The Taro Leaf-let (Blog)
The Taro Leaflet is a blog published to celebrates the history of the 24th Infantry Division and other items of interest to members of the 24th Infantry Division Association.
Redemption at Leyte: U.S. Army Captain Francis B. Wai
By Dieter Stenger, U.S. Army Center of Military History
Around the same time General Douglas MacArthur waded ashore on October 20, 1944 at Leyte, Philippines, and delivered his famous radio message to the Filipino people, declaring his return "as the voice of freedom" during the "hour of their redemption," Captain Francis B. Wai fought the Japanese with the greatest valor until he was killed in action for the principles of MacArthur’s declaration.
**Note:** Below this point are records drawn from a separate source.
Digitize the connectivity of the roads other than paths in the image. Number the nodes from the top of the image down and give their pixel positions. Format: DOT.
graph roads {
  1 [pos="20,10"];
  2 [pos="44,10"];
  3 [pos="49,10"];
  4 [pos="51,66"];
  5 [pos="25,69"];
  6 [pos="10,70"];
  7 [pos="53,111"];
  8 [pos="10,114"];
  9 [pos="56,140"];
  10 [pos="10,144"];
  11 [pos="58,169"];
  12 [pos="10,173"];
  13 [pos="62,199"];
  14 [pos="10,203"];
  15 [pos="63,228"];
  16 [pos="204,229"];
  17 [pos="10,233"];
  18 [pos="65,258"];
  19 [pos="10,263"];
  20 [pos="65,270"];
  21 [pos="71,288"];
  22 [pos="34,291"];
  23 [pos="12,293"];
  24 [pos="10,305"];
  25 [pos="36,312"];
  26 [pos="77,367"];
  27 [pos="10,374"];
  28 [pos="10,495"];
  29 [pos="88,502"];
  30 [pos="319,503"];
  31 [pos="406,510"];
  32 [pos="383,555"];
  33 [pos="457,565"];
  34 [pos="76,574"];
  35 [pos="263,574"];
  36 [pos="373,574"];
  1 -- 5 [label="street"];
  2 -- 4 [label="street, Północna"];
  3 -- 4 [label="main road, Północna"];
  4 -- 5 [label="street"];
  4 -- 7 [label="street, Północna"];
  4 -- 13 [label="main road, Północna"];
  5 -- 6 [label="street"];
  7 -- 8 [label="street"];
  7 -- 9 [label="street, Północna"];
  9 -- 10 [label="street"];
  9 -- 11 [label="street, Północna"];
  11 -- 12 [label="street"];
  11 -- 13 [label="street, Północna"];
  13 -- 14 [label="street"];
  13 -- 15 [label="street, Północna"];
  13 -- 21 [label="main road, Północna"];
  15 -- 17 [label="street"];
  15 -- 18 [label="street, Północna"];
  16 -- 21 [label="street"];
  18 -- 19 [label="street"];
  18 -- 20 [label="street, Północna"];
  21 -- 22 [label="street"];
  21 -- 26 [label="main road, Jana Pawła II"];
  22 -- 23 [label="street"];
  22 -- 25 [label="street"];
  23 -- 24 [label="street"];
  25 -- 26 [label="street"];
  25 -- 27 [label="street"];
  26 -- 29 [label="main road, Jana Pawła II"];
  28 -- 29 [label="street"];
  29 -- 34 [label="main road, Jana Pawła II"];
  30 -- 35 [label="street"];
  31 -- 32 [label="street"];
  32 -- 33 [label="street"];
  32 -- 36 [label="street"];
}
The strategic invasion of Leyte of the Philippines island group began on October 17, 1944, in order to cut the Japanese sea lines of communication and threaten Japan's internal communications within the archipelago. Captain Francis B. Wai, of Honolulu, Hawaii, served with the 34th Infantry Regiment of the 24th Division out of Schofield Barracks, Oahu. He was one of only a few Asian-American officers in the U.S. Army in 1944.
The 24th Division was one of two belonging to X Corps, commanded by Maj. Gen. Franklin C. Sibert. Together with Maj. Gen. John R. Hodge's XXIV Corps that formed the U.S. Sixth Army under Lt. Gen. Walter Krueger, both corps came ashore at Leyte in the face of light Japanese resistance.
The assault beach (Red) assigned to the 24th Division was narrow but consisted of firm sand. Behind the beach the Japanese established a tank obstacle, tunnels and well-concealed pillboxes among thick jungle growth and marshy ground. Open rice paddies fringed Hill 522, the most prominent terrain feature, which dominated the beaches and roads in the surrounding area.
The 34th Infantry led the attack, landing the regiment in battalion columns. The Japanese allowed the first wave to land but unleashed mortar and machine gun fire when the following waves were 2,000-3,000 meters offshore, inflicting heavy casualties. Japanese gunfire from positions located in a palm grove frustrated the assault.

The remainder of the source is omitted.